Barriers to acceptance
If you were forced to leave your homeland suddenly, what five things would you take with you?
On Sunday June 23rd I was part of the unique event with 150 audience – The Five Things Project organised by CMY Centre for Multicultural Youth held at the M.A.D.E Museum in Ballarat. For two hours we had a chance to put ourselves in refugee shoes. Most of us struggled with strong emotions hearing very personal survival stories.
Ever since migrating to Australia, I have been asking myself a question what can we do to broaden the acceptance and shed more light on issues surrounding the multiculturalism in Australia. There is so much condensation in the media that people quickly become disinterested and disengaged. What is the difference between the illegal and legal immigrants, refugee and asylum seekers? Here is some helpful info on Human Rights Website:
I really dislike the saying ‘the boat people’. It’s derogatory.
Some people ask questions why asylum seekers choose Australia and not other closer countries to go to; some people think that is it illegal to come to Australia by boat but Australia has obligations to protect the human rights of all asylum seekers and refugees who arrive in this country, regardless of how or where they arrive and whether they arrive with or without a visa.
Some people believe that refugees have a choice when to leave and ‘have time’ to organise their unplanned journey.

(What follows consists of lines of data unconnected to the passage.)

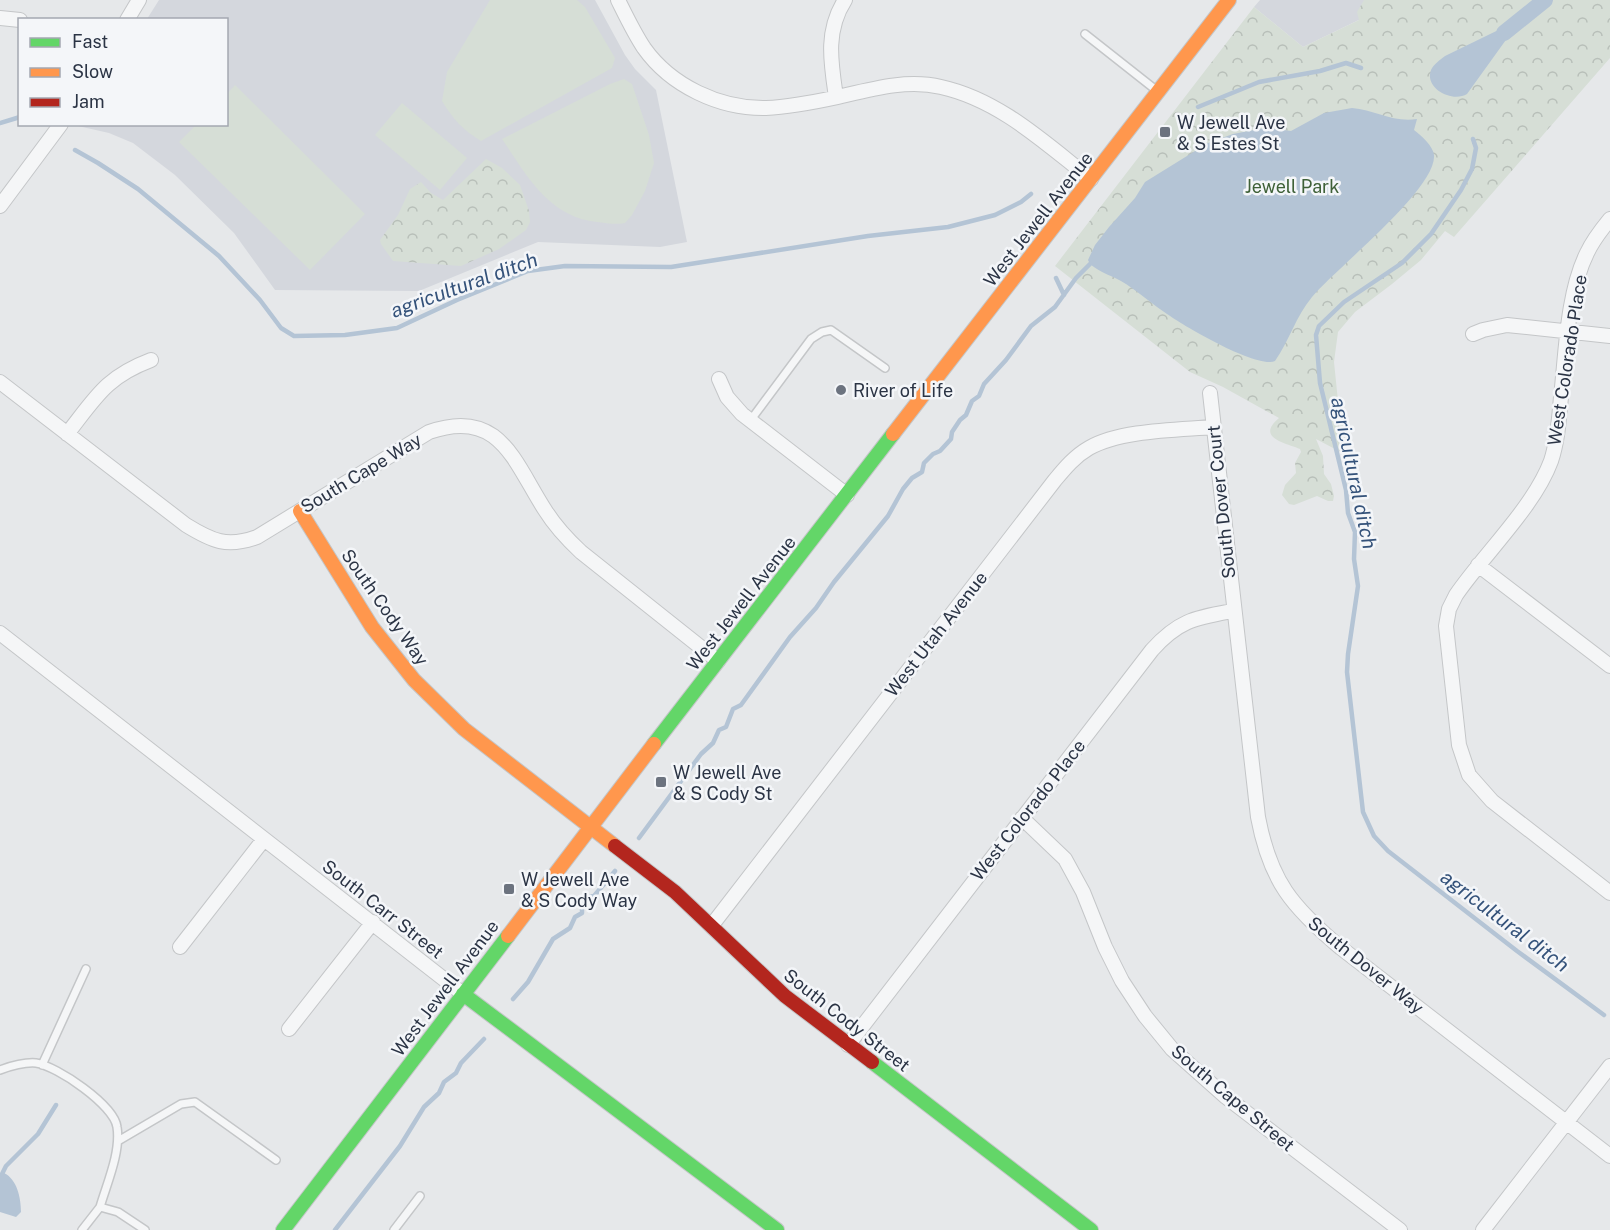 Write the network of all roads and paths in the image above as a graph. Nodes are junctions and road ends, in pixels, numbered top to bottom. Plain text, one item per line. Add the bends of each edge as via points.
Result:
1 (139, 0) edge
2 (618, 0) edge
3 (845, 0) edge
4 (1229, 0) edge
5 (0, 18) edge
6 (128, 18) edge
7 (18, 20) edge
8 (1085, 34) dead end
9 (1159, 92) junction
10 (836, 97) junction
11 (60, 126) edge
12 (1092, 179) junction
13 (0, 206) edge
14 (1610, 219) edge
15 (1568, 331) junction
16 (1473, 334) dead end
17 (1610, 336) edge
18 (151, 360) dead end
19 (885, 368) dead end
20 (719, 380) dead end
21 (0, 382) edge
22 (1210, 393) dead end
23 (750, 421) junction
24 (1213, 427) junction
25 (67, 434) junction
26 (847, 495) junction
27 (300, 511) junction
28 (1478, 565) junction
29 (1233, 611) junction
30 (0, 633) edge
31 (718, 661) junction
32 (1610, 666) edge
33 (1022, 818) junction
34 (591, 827) junction
35 (264, 839) junction
36 (1610, 893) edge
37 (373, 922) junction
38 (712, 925) junction
39 (180, 947) dead end
40 (86, 969) dead end
41 (463, 994) junction
42 (289, 1029) dead end
43 (848, 1045) junction
44 (42, 1065) junction
45 (1610, 1066) edge
46 (0, 1070) edge
47 (1565, 1122) junction
48 (118, 1141) junction
49 (1610, 1156) edge
50 (276, 1160) dead end
51 (420, 1196) dead end
52 (100, 1207) junction
53 (82, 1230) edge
54 (145, 1230) edge
55 (283, 1230) edge
56 (393, 1230) edge
57 (777, 1230) edge
58 (1091, 1230) edge
59 (1400, 1230) edge
60 (1484, 1230) edge

1 - 6 street
2 - 10 street via 657,63 702,94 730,104 764,108
3 - 10 street via 830,40
4 - 9 main road, West Jewell Avenue
5 - 7 street
8 - 9 lane
9 - 12 main road, West Jewell Avenue
10 - 12 street via 899,85 928,85 959,92 1001,111
11 - 13 street
12 - 26 main road, West Jewell Avenue
14 - 15 street, West Colorado Place via 1594,239 1581,267
15 - 16 street via 1507,325
15 - 17 street
15 - 28 street, West Colorado Place via 1558,430 1550,463 1527,503
18 - 25 street via 113,379
19 - 23 lane via 831,330 822,332 811,339
20 - 23 street via 731,403
21 - 25 street, South Cape Way
22 - 24 street, South Dover Court
23 - 26 street
24 - 29 street, South Dover Court
24 - 38 street, West Utah Avenue via 1114,437 1088,448 1071,462
25 - 27 street, South Cape Way via 213,540 246,541
26 - 31 main road, West Jewell Avenue
27 - 31 street, South Cape Way via 429,432 451,425 480,430 509,450 546,511 581,552
27 - 34 main road, South Cody Way via 378,634 413,680 464,729
28 - 32 street
28 - 36 street, West Colorado Place via 1453,600 1446,626 1461,755 1469,775 1483,793
29 - 33 street, West Colorado Place via 1189,620 1162,639
29 - 47 street, South Dover Way via 1258,817 1264,848 1280,884 1321,932
30 - 35 street, South Carr Street
31 - 34 main road, West Jewell Avenue
33 - 43 street, West Colorado Place
33 - 59 street, South Cape Street via 1065,859 1122,981 1172,1050 1226,1097
34 - 38 main road, South Cody Street
34 - 41 main road, West Jewell Avenue
35 - 37 street, South Carr Street
35 - 39 street
37 - 41 street, South Carr Street
37 - 42 street
38 - 43 main road, South Cody Street via 758,972
40 - 44 lane
41 - 55 main road, West Jewell Avenue
41 - 57 main road, South Carr Street
43 - 58 main road, South Cody Street
44 - 46 lane via 24,1064
44 - 48 lane via 102,1104 117,1123
45 - 47 street
47 - 49 street
47 - 60 street
48 - 50 lane via 181,1104 195,1102
48 - 52 lane
51 - 56 lane
52 - 53 lane
52 - 54 lane via 118,1212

Most people who don’t know what it is like to be in refugee’s shoes will remain bystanders not wanting to know or not knowing how to lend a helpful hand. Most people who have been in one way or another touched by the refugees stories, will try to take some form of action. So congratulations to CMY for organising this special event.
It seems that more and more people are prepared to speak up, take action and share their views openly promoting culture diversity, indigenous community, multiculturalism, understand more about refugees and asylum seekers. We’re moving from a safe bystander position to a more informed one. It feels better, we are becoming a more engaged society.
How else can people understand these if they are not getting involved and informed? Perhaps talking to a person from a different culture and learning about their experience is the easiest way to understand another human being without labelling. Or visualising yourself in someone else’s shoes. Do you know who your neighbours are?
Yet things like here in this article about ‘illegal immigrants’ below still pop up. Is this what the general public think or believe? I would like to think that not. Read this debate and make up your own mind based on facts and experience not prejudice.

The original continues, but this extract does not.